Girl at Sewing Machine

(After the painting by Edward Hopper)

She sits at her Singer, its heavy
black bulk on a base of iron, indestructible,
weighted to the floor for her complicated coaxing,

the sole of a clever foot. She’s in control of all
but her unpinned hair, stripped to a camisole,
altering a dress for a date.

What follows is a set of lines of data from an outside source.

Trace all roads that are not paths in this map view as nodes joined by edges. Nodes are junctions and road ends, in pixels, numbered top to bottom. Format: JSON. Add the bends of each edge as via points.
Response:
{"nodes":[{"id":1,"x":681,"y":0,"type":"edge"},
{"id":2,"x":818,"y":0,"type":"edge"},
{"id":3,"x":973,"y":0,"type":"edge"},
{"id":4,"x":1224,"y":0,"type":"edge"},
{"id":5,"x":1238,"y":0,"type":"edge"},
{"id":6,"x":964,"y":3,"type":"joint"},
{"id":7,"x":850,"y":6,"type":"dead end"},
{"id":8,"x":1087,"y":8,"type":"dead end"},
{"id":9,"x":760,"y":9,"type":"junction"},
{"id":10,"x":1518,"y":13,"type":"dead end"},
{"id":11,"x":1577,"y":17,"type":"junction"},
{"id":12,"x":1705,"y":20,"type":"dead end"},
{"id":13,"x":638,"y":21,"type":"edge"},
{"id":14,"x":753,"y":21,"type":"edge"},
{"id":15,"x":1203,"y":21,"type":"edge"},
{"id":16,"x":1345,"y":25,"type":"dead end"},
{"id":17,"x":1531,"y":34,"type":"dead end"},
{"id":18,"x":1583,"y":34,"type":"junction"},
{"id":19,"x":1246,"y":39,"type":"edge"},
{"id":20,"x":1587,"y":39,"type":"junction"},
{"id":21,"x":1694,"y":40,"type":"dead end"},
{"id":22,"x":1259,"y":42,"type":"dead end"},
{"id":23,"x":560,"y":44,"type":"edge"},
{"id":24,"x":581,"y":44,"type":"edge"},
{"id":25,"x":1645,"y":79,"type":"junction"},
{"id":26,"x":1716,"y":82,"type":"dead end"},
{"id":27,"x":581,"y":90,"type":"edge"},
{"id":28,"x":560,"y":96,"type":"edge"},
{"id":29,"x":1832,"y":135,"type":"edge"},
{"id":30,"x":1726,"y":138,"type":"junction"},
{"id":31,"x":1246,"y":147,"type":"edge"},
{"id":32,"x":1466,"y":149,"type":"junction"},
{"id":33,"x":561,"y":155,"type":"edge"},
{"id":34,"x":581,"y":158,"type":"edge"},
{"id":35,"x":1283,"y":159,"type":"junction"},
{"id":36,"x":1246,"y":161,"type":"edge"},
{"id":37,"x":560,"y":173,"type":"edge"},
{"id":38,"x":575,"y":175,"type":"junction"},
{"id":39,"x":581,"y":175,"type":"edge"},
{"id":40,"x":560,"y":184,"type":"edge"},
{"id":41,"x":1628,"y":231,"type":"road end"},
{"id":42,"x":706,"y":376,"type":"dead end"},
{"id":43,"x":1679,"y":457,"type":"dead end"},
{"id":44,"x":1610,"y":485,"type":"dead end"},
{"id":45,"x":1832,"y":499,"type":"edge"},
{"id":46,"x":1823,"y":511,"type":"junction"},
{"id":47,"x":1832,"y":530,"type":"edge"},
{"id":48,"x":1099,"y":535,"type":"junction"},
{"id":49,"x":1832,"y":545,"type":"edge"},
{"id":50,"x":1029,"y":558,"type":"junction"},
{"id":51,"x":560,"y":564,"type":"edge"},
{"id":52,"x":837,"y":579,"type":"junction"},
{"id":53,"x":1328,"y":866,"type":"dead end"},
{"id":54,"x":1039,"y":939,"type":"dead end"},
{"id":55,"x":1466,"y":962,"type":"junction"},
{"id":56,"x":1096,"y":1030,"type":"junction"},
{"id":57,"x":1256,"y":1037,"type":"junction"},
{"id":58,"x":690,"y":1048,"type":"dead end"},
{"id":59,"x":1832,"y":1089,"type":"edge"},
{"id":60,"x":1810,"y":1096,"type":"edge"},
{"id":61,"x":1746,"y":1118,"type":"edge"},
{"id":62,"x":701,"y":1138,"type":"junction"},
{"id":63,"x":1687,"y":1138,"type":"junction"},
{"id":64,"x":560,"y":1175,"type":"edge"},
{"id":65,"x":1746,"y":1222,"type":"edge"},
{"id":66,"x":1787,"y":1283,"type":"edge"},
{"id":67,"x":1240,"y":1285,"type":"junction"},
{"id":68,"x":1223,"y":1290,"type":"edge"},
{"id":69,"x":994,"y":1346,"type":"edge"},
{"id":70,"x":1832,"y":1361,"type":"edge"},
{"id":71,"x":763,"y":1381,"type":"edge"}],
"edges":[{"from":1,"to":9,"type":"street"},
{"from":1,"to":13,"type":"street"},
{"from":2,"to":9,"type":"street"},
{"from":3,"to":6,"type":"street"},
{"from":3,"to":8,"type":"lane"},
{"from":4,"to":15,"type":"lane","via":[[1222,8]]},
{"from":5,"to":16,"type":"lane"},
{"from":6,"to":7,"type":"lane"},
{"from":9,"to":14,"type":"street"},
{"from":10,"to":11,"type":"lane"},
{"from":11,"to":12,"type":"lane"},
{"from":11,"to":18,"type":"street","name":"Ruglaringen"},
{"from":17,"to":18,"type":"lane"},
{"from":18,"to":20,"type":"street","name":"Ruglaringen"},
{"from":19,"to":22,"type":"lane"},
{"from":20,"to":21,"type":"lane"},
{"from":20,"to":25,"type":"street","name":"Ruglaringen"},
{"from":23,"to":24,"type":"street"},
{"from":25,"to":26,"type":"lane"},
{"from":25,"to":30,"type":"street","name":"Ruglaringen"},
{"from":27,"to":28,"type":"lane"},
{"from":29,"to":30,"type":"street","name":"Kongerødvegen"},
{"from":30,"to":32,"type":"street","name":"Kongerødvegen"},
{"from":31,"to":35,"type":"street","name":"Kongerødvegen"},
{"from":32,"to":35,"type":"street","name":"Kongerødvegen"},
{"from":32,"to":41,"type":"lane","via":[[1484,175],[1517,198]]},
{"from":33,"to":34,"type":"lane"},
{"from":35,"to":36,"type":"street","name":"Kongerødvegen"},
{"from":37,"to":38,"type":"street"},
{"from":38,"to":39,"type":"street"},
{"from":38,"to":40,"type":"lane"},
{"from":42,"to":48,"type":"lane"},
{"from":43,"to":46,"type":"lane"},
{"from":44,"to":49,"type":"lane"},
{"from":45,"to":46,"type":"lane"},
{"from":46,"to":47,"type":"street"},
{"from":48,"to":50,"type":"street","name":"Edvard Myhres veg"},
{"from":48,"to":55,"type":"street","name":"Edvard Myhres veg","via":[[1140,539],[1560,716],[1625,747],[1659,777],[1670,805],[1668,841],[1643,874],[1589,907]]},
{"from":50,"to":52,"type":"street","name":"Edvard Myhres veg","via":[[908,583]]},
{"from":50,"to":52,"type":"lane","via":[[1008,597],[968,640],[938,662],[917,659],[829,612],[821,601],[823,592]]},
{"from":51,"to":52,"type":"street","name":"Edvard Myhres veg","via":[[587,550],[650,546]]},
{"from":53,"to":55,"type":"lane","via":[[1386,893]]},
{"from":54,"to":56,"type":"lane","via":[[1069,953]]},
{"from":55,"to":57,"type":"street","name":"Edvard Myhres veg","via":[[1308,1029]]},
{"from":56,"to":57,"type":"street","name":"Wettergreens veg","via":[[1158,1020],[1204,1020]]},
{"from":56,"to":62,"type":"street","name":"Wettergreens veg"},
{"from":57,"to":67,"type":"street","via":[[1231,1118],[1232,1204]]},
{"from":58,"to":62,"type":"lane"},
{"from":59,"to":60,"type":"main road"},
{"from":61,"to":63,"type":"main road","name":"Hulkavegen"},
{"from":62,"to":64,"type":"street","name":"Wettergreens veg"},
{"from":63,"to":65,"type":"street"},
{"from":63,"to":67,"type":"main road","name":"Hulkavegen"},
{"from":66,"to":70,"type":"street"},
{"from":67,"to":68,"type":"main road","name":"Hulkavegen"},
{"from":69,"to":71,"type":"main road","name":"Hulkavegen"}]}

It’s a feminine imperative,

certain as the cotton reel’s spin,
the sure steel spike that pistons at her fingertips.
Rooms shrink swiftly in a New York summer,

baked in yellow brick, sweat pearls on vertebrae.
Surviving is a struggle for a single girl,
but a force tilts her head to it,

guides her fingers through the art of making do.
Here she claims a space for her own iron weight:
no need to worry, she won’t be late.

Paul McDonald is Course Leader for Creative Writing at the University of Wolverhampton. He is the author of several novels, critical books, and has poetry collections with Flarestack, Cinnamon Press, and Indigo Dreams Press. His poems and stories have won prizes and been shortlisted in numerous competitions including the Ottakar’s/Faber & Faber Poetry Competition, the John Clare Poetry Prize, the Sentinel Prize, the Bedford International Writing Competition, the Retreat West Flash Fiction Prize, and the Bridport Prize.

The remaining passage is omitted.